28 February 2019, 17:29 | Updated: 28 February 2019, 20:17

David Lammy doubled down on his criticisms of Comic Relief as he accused the charity of “complete BS” and told LBC it “don’t need to exist”.

The Labour MP has been embroiled in a Twitter storm with Stacey Dooley after she shared a picture with her and a young child while filming a Comic Relief documentary in Uganda.

He said the “world does not need any more white saviours” and took issue with celebrities being flown out to make films which send "a distorted image" of the continent.

“In 2019 the formula is tired, it is hackneyed,” he told Eddie Mair.

“Do we really need to pay for these celebrities to go to Africa, so British people can sit on their couches, send money but ask no deeper questions about what is going on in those African countries?”

David Lammy attacked Comic Relief in an LBC interview on Thursday
David Lammy attacked Comic Relief in an LBC interview on Thursday.
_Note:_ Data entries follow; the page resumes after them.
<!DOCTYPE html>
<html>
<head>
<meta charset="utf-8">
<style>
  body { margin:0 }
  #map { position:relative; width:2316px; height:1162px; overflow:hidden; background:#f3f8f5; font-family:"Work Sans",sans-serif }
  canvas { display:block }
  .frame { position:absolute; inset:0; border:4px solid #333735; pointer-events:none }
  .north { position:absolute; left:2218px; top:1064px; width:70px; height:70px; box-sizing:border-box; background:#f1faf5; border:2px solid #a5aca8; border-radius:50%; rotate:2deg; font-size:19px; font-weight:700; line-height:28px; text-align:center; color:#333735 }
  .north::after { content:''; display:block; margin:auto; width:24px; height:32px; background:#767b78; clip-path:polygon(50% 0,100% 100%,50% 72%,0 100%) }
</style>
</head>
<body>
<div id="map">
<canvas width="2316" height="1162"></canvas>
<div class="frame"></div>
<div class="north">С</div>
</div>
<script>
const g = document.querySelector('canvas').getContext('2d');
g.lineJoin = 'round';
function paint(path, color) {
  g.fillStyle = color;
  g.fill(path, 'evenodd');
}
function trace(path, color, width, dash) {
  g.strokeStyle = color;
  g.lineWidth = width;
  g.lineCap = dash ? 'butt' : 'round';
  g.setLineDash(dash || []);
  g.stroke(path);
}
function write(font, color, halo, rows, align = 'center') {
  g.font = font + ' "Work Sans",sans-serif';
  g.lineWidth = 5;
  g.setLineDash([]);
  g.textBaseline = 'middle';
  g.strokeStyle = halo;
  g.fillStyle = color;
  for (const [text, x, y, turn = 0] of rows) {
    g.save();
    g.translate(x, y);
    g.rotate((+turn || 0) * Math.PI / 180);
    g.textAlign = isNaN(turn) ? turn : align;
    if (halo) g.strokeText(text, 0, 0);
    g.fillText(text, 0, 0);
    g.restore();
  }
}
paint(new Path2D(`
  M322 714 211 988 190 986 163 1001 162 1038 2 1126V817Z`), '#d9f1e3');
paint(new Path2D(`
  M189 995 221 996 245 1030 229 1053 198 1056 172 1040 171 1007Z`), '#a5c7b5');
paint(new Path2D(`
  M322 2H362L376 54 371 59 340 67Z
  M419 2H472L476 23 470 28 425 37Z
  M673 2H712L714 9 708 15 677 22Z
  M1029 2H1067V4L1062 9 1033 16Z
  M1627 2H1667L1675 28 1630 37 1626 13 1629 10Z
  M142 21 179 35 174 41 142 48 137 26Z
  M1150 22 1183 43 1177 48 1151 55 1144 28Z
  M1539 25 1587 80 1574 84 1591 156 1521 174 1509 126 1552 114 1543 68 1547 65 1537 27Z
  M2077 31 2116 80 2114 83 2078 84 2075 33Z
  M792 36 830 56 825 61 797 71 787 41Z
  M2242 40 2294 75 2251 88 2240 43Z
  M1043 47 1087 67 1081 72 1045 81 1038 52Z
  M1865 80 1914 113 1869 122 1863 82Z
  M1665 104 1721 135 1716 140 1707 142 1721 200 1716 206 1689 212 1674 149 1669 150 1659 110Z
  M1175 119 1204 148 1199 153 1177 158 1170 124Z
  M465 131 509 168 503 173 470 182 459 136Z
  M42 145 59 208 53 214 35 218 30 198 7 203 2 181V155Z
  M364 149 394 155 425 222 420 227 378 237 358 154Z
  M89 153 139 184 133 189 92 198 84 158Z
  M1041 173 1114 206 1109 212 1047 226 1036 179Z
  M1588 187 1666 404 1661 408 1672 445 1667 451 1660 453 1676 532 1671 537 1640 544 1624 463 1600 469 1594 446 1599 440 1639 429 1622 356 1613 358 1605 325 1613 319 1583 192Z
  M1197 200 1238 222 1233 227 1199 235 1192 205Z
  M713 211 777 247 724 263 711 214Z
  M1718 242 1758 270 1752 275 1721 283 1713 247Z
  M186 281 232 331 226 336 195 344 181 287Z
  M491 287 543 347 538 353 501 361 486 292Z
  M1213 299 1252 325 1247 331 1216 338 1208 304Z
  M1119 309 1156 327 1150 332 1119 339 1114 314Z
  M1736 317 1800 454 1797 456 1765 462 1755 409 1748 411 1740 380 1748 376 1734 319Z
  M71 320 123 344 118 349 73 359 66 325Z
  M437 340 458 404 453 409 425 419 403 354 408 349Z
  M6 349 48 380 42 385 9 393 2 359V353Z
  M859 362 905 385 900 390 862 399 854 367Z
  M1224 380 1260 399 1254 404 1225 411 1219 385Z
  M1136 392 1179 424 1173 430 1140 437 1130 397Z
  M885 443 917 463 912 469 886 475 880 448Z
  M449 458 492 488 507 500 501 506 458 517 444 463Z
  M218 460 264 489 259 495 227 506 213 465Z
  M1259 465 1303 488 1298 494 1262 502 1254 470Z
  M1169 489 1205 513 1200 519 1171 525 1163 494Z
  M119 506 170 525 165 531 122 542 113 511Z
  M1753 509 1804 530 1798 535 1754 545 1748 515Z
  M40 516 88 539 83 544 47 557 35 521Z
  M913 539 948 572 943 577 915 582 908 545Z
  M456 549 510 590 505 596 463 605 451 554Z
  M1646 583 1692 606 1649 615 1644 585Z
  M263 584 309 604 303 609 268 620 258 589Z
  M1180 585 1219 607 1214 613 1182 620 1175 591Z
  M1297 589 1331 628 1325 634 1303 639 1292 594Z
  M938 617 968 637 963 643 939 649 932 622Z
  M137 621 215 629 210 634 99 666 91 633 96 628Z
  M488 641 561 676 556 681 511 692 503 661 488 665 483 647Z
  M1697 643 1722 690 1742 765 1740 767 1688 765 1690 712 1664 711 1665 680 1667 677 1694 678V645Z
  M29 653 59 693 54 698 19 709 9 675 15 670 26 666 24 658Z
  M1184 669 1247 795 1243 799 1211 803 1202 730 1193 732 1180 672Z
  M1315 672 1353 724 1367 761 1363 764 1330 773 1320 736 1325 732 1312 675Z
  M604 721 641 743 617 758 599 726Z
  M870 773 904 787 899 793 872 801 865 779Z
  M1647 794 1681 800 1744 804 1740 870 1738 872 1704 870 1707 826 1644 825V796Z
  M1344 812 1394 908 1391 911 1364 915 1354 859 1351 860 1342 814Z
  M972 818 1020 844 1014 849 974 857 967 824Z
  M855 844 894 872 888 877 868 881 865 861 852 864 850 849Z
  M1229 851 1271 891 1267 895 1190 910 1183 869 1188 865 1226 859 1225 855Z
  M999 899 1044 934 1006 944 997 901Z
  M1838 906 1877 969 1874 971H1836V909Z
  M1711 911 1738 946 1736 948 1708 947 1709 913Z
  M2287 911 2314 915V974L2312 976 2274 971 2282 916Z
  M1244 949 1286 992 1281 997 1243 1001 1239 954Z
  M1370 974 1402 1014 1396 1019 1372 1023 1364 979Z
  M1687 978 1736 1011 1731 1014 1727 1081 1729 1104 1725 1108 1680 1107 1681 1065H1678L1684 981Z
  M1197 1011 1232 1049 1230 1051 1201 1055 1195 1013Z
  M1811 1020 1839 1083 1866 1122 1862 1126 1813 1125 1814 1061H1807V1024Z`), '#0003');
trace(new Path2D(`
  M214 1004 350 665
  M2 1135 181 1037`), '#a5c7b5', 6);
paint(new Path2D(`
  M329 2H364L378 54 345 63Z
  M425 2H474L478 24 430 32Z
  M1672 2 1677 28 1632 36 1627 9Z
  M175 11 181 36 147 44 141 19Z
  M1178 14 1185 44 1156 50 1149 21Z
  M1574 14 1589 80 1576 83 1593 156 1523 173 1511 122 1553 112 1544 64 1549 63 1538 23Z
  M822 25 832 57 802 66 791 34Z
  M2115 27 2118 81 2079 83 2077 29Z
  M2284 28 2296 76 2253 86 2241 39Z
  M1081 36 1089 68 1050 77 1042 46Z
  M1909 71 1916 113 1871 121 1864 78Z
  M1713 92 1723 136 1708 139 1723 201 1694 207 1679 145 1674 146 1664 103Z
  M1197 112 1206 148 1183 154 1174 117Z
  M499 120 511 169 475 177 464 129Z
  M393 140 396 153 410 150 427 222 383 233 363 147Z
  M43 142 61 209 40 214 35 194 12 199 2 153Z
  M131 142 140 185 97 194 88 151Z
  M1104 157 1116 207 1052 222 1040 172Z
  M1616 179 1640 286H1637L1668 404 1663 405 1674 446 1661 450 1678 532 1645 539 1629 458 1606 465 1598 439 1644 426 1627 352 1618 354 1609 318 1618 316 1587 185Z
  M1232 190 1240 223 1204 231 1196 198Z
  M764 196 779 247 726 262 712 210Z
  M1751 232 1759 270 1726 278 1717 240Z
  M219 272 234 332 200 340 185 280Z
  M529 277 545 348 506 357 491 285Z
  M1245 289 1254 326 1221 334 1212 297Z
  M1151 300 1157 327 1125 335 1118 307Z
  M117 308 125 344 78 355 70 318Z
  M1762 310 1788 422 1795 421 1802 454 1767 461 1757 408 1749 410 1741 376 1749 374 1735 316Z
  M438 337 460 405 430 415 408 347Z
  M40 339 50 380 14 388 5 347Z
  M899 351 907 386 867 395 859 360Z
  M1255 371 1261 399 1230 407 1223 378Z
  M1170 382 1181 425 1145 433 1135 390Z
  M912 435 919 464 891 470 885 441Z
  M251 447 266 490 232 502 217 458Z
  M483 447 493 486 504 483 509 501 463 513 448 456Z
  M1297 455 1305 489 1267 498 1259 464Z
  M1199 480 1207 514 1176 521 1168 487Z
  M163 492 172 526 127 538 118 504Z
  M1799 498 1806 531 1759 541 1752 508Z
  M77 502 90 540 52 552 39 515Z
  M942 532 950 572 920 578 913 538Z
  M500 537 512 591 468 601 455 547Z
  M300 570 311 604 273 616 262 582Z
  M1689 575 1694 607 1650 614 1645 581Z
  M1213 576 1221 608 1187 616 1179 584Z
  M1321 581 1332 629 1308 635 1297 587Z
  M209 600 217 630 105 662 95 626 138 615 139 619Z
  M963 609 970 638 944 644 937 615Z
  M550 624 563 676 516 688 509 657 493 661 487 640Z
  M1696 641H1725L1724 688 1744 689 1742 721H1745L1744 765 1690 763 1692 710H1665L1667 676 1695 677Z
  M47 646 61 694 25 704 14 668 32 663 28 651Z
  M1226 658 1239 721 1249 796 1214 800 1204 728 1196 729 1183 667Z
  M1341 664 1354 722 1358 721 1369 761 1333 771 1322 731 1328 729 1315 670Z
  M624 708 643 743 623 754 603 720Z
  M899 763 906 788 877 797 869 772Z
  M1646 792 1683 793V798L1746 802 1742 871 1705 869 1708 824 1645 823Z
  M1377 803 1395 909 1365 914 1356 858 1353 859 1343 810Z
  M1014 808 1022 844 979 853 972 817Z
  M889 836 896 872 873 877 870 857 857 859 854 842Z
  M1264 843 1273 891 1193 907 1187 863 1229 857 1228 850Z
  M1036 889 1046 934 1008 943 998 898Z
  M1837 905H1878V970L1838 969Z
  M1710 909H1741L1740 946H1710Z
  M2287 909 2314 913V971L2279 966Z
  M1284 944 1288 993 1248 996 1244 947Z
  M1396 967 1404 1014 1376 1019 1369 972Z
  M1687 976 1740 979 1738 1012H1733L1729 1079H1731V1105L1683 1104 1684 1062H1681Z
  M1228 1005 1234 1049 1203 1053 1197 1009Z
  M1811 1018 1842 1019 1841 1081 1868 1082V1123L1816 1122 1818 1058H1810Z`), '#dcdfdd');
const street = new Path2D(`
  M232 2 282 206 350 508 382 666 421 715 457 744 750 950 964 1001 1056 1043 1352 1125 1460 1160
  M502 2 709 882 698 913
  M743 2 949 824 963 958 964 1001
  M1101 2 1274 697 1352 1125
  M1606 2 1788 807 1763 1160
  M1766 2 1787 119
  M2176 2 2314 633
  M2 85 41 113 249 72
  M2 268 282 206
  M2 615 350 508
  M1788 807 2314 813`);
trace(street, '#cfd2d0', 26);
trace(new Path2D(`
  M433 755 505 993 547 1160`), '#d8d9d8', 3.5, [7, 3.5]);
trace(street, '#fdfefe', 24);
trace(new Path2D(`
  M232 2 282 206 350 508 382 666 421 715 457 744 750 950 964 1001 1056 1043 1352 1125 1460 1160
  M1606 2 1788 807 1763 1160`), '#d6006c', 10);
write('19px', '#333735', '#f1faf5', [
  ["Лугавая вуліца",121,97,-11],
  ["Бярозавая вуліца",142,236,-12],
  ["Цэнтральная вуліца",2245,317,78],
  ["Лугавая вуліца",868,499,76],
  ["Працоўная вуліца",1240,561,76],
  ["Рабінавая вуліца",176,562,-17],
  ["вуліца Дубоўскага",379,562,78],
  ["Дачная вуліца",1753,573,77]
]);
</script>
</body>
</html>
Picture: LBC

A spokesman for Comic Relief said: “We have previously asked David Lammy if he would like to work with us to make a film in Africa and he has not responded. The offer is still open."

But, the Tottenham MP hit back: “That’s complete BS.

“They did ask me to make a film. It’s completely wrong to say I didn’t respond. I declined.”

He continued: “The bigger question is, are they serving their own purpose?

“Let's be absolutely clear about this. Far more money is sent to Africa by Africans in the United Kingdom than money Comic Relief raised.

“Comic Relief don't need to exist. There are many other ways to support what’s going on in Africa.”

Eddie asked: “Is your suggestion they’re simply trying to make themselves feel better?”

He replied: “I’m afraid part of it is about that. It’s about the privilege, to go to Africa, to say you’ve done something worthy. It’s not about challenging your audience to ask bigger questions.

“The experience of Europeans descending on Africa to civilise a continent is as old as colonialism.

“I am suggesting very clearly that Comic Relief is playing into that and it may well be the case that they raise a little less money if they did it in a slightly different way.

“That’s the price because I’m afraid the British public sitting there and not really understanding issues, not understating there are skyscrapers in Lagos, not understanding the emerging growth in the continent, not understanding the context of trade is unacceptable.”